» **What you have to do**: Leave out all pictures while repeating the records exactly and completely.

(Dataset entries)
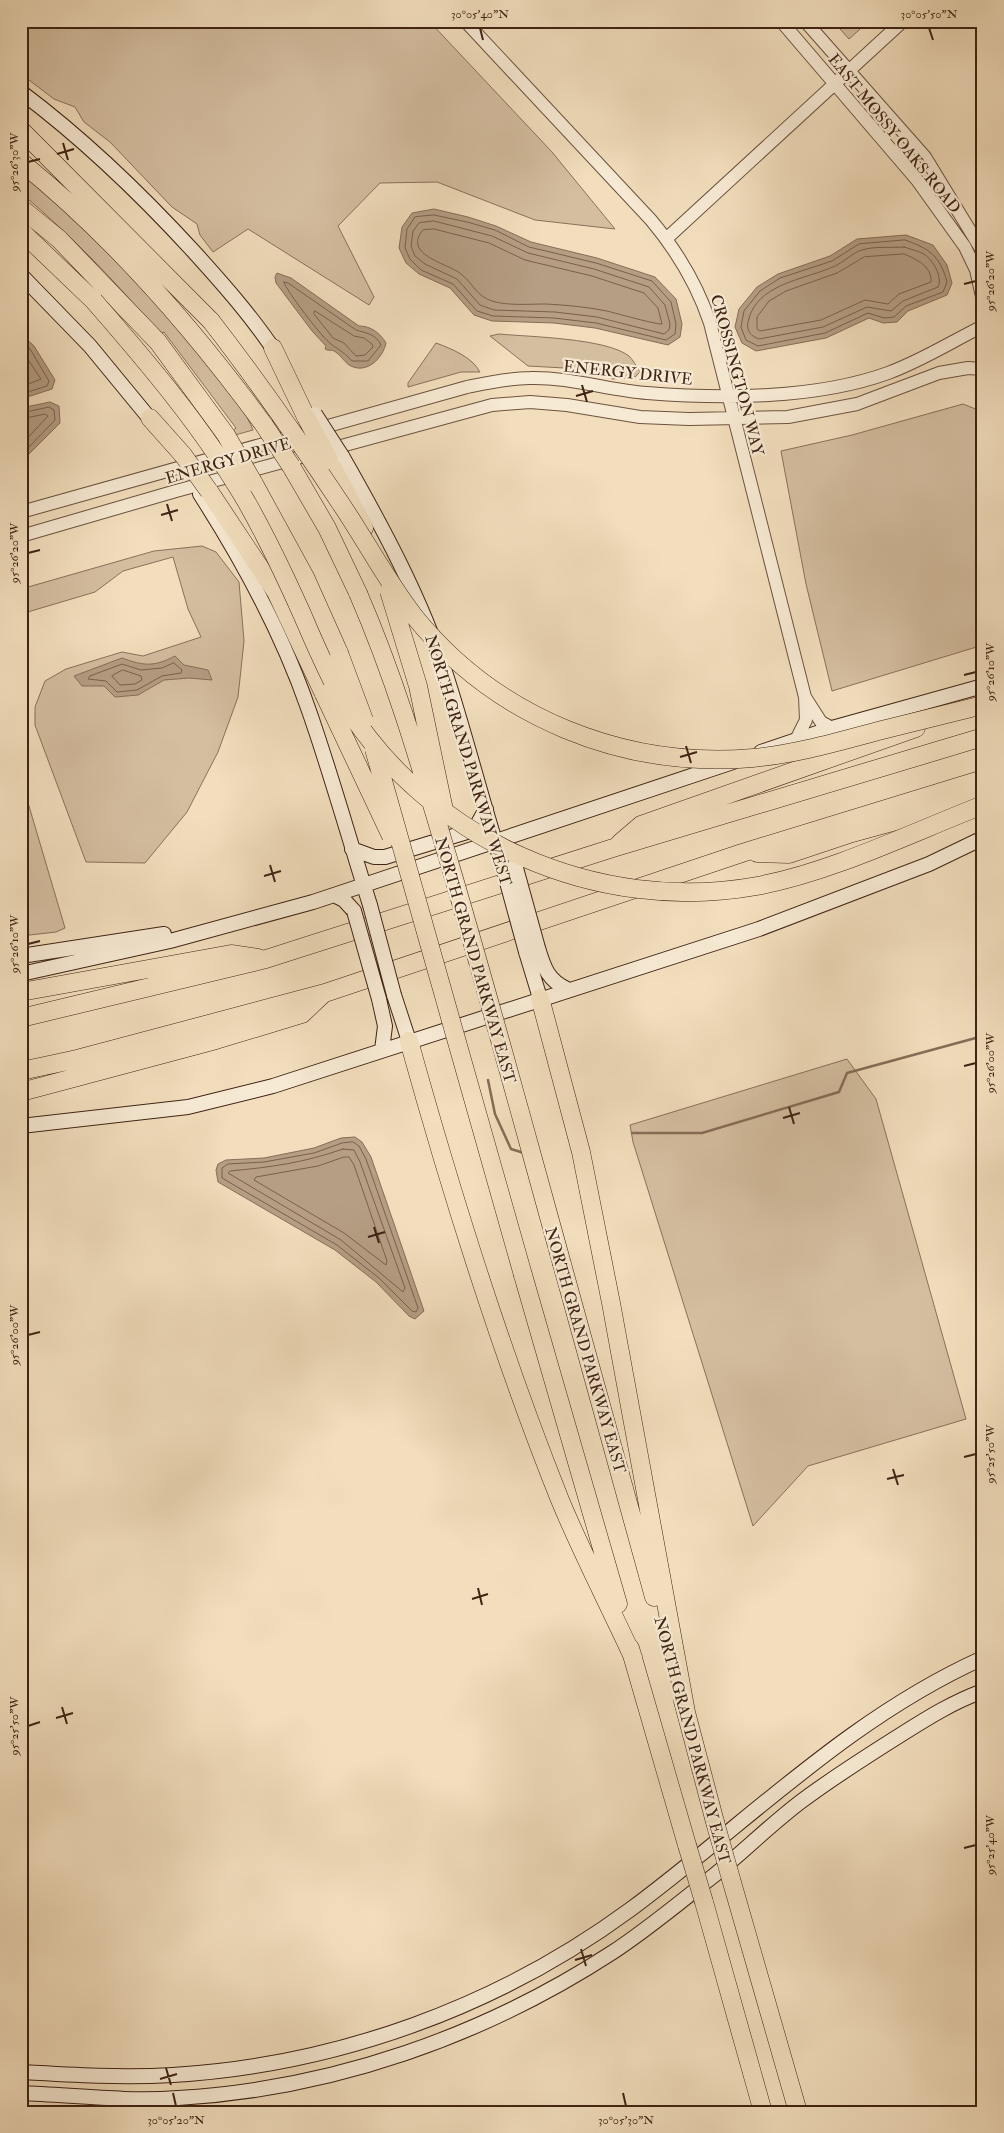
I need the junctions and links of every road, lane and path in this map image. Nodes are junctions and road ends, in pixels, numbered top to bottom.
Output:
1 (465, 21) edge
2 (781, 21) edge
3 (805, 21) edge
4 (903, 21) edge
5 (849, 71) junction
6 (836, 84) junction
7 (21, 92) edge
8 (21, 130) edge
9 (21, 140) edge
10 (21, 162) edge
11 (62, 169) junction
12 (21, 208) edge
13 (21, 231) edge
14 (666, 238) junction
15 (983, 252) edge
16 (21, 275) edge
17 (983, 301) edge
18 (983, 326) edge
19 (273, 348) joint
20 (983, 369) edge
21 (467, 387) junction
22 (728, 395) junction
23 (473, 410) junction
24 (734, 417) junction
25 (150, 418) joint
26 (335, 458) junction
27 (205, 493) junction
28 (21, 512) edge
29 (21, 536) edge
30 (983, 686) edge
31 (805, 697) junction
32 (983, 704) edge
33 (832, 728) junction
34 (983, 738) edge
35 (796, 740) junction
36 (983, 779) edge
37 (983, 797) edge
38 (983, 805) edge
39 (486, 809) junction
40 (525, 833) junction
41 (983, 838) edge
42 (496, 843) junction
43 (352, 848) junction
44 (613, 848) junction
45 (742, 853) junction
46 (408, 869) junction
47 (363, 884) junction
48 (334, 895) junction
49 (463, 909) junction
50 (237, 924) junction
51 (532, 950) junction
52 (21, 956) edge
53 (266, 959) junction
54 (21, 974) edge
55 (568, 990) junction
56 (21, 992) edge
57 (324, 993) junction
58 (540, 998) junction
59 (21, 1018) edge
60 (409, 1041) junction
61 (382, 1050) junction
62 (21, 1071) edge
63 (21, 1092) edge
64 (21, 1126) edge
65 (633, 1657) junction
66 (983, 1658) edge
67 (983, 1691) edge
68 (686, 1712) junction
69 (785, 1787) junction
70 (798, 1804) junction
71 (570, 1950) junction
72 (583, 1970) junction
73 (21, 2072) edge
74 (53, 2074) junction
75 (21, 2093) edge
76 (52, 2094) junction
77 (763, 2112) edge
78 (798, 2112) edge

1 - 14 street, CROSSINGTON WAY
2 - 6 street, EAST MOSSY OAKS ROAD
3 - 5 street, EAST MOSSY OAKS ROAD
4 - 5 street
5 - 6 street
5 - 15 street, EAST MOSSY OAKS ROAD
6 - 14 street
6 - 17 street, EAST MOSSY OAKS ROAD
7 - 19 main road
8 - 11 highway
9 - 11 highway
10 - 49 highway, NORTH GRAND PARKWAY EAST, bridge
11 - 32 highway, bridge
12 - 46 highway, NORTH GRAND PARKWAY EAST, bridge
13 - 38 highway, bridge
14 - 22 street, CROSSINGTON WAY
16 - 25 main road
18 - 22 street, ENERGY DRIVE
19 - 26 highway, bridge
20 - 24 street, ENERGY DRIVE
21 - 22 street, ENERGY DRIVE
21 - 23 street
21 - 28 street, ENERGY DRIVE
22 - 24 street, CROSSINGTON WAY
23 - 24 street, ENERGY DRIVE
23 - 29 street, ENERGY DRIVE
24 - 31 street, CROSSINGTON WAY
25 - 27 highway, bridge
26 - 39 main road, NORTH GRAND PARKWAY WEST
26 - 49 highway, bridge
27 - 43 main road
27 - 46 highway, bridge
30 - 33 main road
31 - 33 street, CROSSINGTON WAY
31 - 35 street, CROSSINGTON WAY
32 - 44 highway
33 - 35 main road
34 - 44 highway
35 - 40 main road
36 - 45 highway
37 - 45 highway
39 - 42 main road, NORTH GRAND PARKWAY WEST
39 - 43 main road
40 - 42 main road
40 - 51 main road, bridge
41 - 55 main road
42 - 47 main road
42 - 51 main road, NORTH GRAND PARKWAY WEST, bridge
43 - 47 main road
44 - 53 highway
45 - 57 highway
46 - 65 highway, NORTH GRAND PARKWAY EAST, bridge
47 - 48 main road
47 - 60 main road, bridge
48 - 50 main road
48 - 61 main road, bridge
49 - 68 highway, NORTH GRAND PARKWAY EAST, bridge
50 - 52 main road
50 - 54 main road
51 - 55 main road
51 - 58 main road, NORTH GRAND PARKWAY WEST
53 - 56 highway
53 - 59 highway
55 - 58 main road
57 - 62 highway
57 - 63 highway
58 - 60 main road
58 - 68 highway
60 - 61 main road
60 - 65 highway
61 - 64 main road
65 - 77 highway, NORTH GRAND PARKWAY EAST, bridge
66 - 69 main road
67 - 70 main road
68 - 78 highway, NORTH GRAND PARKWAY EAST, bridge
69 - 70 main road
69 - 71 main road
70 - 72 main road
71 - 72 main road
71 - 74 main road
72 - 76 main road
73 - 74 main road
74 - 76 main road
75 - 76 main road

» **Output**:
I need the junctions and links of every road, lane and path in this map image. Nodes are junctions and road ends, in pixels, numbered top to bottom.
Output:
1 (465, 21) edge
2 (781, 21) edge
3 (805, 21) edge
4 (903, 21) edge
5 (849, 71) junction
6 (836, 84) junction
7 (21, 92) edge
8 (21, 130) edge
9 (21, 140) edge
10 (21, 162) edge
11 (62, 169) junction
12 (21, 208) edge
13 (21, 231) edge
14 (666, 238) junction
15 (983, 252) edge
16 (21, 275) edge
17 (983, 301) edge
18 (983, 326) edge
19 (273, 348) joint
20 (983, 369) edge
21 (467, 387) junction
22 (728, 395) junction
23 (473, 410) junction
24 (734, 417) junction
25 (150, 418) joint
26 (335, 458) junction
27 (205, 493) junction
28 (21, 512) edge
29 (21, 536) edge
30 (983, 686) edge
31 (805, 697) junction
32 (983, 704) edge
33 (832, 728) junction
34 (983, 738) edge
35 (796, 740) junction
36 (983, 779) edge
37 (983, 797) edge
38 (983, 805) edge
39 (486, 809) junction
40 (525, 833) junction
41 (983, 838) edge
42 (496, 843) junction
43 (352, 848) junction
44 (613, 848) junction
45 (742, 853) junction
46 (408, 869) junction
47 (363, 884) junction
48 (334, 895) junction
49 (463, 909) junction
50 (237, 924) junction
51 (532, 950) junction
52 (21, 956) edge
53 (266, 959) junction
54 (21, 974) edge
55 (568, 990) junction
56 (21, 992) edge
57 (324, 993) junction
58 (540, 998) junction
59 (21, 1018) edge
60 (409, 1041) junction
61 (382, 1050) junction
62 (21, 1071) edge
63 (21, 1092) edge
64 (21, 1126) edge
65 (633, 1657) junction
66 (983, 1658) edge
67 (983, 1691) edge
68 (686, 1712) junction
69 (785, 1787) junction
70 (798, 1804) junction
71 (570, 1950) junction
72 (583, 1970) junction
73 (21, 2072) edge
74 (53, 2074) junction
75 (21, 2093) edge
76 (52, 2094) junction
77 (763, 2112) edge
78 (798, 2112) edge

1 - 14 street, CROSSINGTON WAY
2 - 6 street, EAST MOSSY OAKS ROAD
3 - 5 street, EAST MOSSY OAKS ROAD
4 - 5 street
5 - 6 street
5 - 15 street, EAST MOSSY OAKS ROAD
6 - 14 street
6 - 17 street, EAST MOSSY OAKS ROAD
7 - 19 main road
8 - 11 highway
9 - 11 highway
10 - 49 highway, NORTH GRAND PARKWAY EAST, bridge
11 - 32 highway, bridge
12 - 46 highway, NORTH GRAND PARKWAY EAST, bridge
13 - 38 highway, bridge
14 - 22 street, CROSSINGTON WAY
16 - 25 main road
18 - 22 street, ENERGY DRIVE
19 - 26 highway, bridge
20 - 24 street, ENERGY DRIVE
21 - 22 street, ENERGY DRIVE
21 - 23 street
21 - 28 street, ENERGY DRIVE
22 - 24 street, CROSSINGTON WAY
23 - 24 street, ENERGY DRIVE
23 - 29 street, ENERGY DRIVE
24 - 31 street, CROSSINGTON WAY
25 - 27 highway, bridge
26 - 39 main road, NORTH GRAND PARKWAY WEST
26 - 49 highway, bridge
27 - 43 main road
27 - 46 highway, bridge
30 - 33 main road
31 - 33 street, CROSSINGTON WAY
31 - 35 street, CROSSINGTON WAY
32 - 44 highway
33 - 35 main road
34 - 44 highway
35 - 40 main road
36 - 45 highway
37 - 45 highway
39 - 42 main road, NORTH GRAND PARKWAY WEST
39 - 43 main road
40 - 42 main road
40 - 51 main road, bridge
41 - 55 main road
42 - 47 main road
42 - 51 main road, NORTH GRAND PARKWAY WEST, bridge
43 - 47 main road
44 - 53 highway
45 - 57 highway
46 - 65 highway, NORTH GRAND PARKWAY EAST, bridge
47 - 48 main road
47 - 60 main road, bridge
48 - 50 main road
48 - 61 main road, bridge
49 - 68 highway, NORTH GRAND PARKWAY EAST, bridge
50 - 52 main road
50 - 54 main road
51 - 55 main road
51 - 58 main road, NORTH GRAND PARKWAY WEST
53 - 56 highway
53 - 59 highway
55 - 58 main road
57 - 62 highway
57 - 63 highway
58 - 60 main road
58 - 68 highway
60 - 61 main road
60 - 65 highway
61 - 64 main road
65 - 77 highway, NORTH GRAND PARKWAY EAST, bridge
66 - 69 main road
67 - 70 main road
68 - 78 highway, NORTH GRAND PARKWAY EAST, bridge
69 - 70 main road
69 - 71 main road
70 - 72 main road
71 - 72 main road
71 - 74 main road
72 - 76 main road
73 - 74 main road
74 - 76 main road
75 - 76 main road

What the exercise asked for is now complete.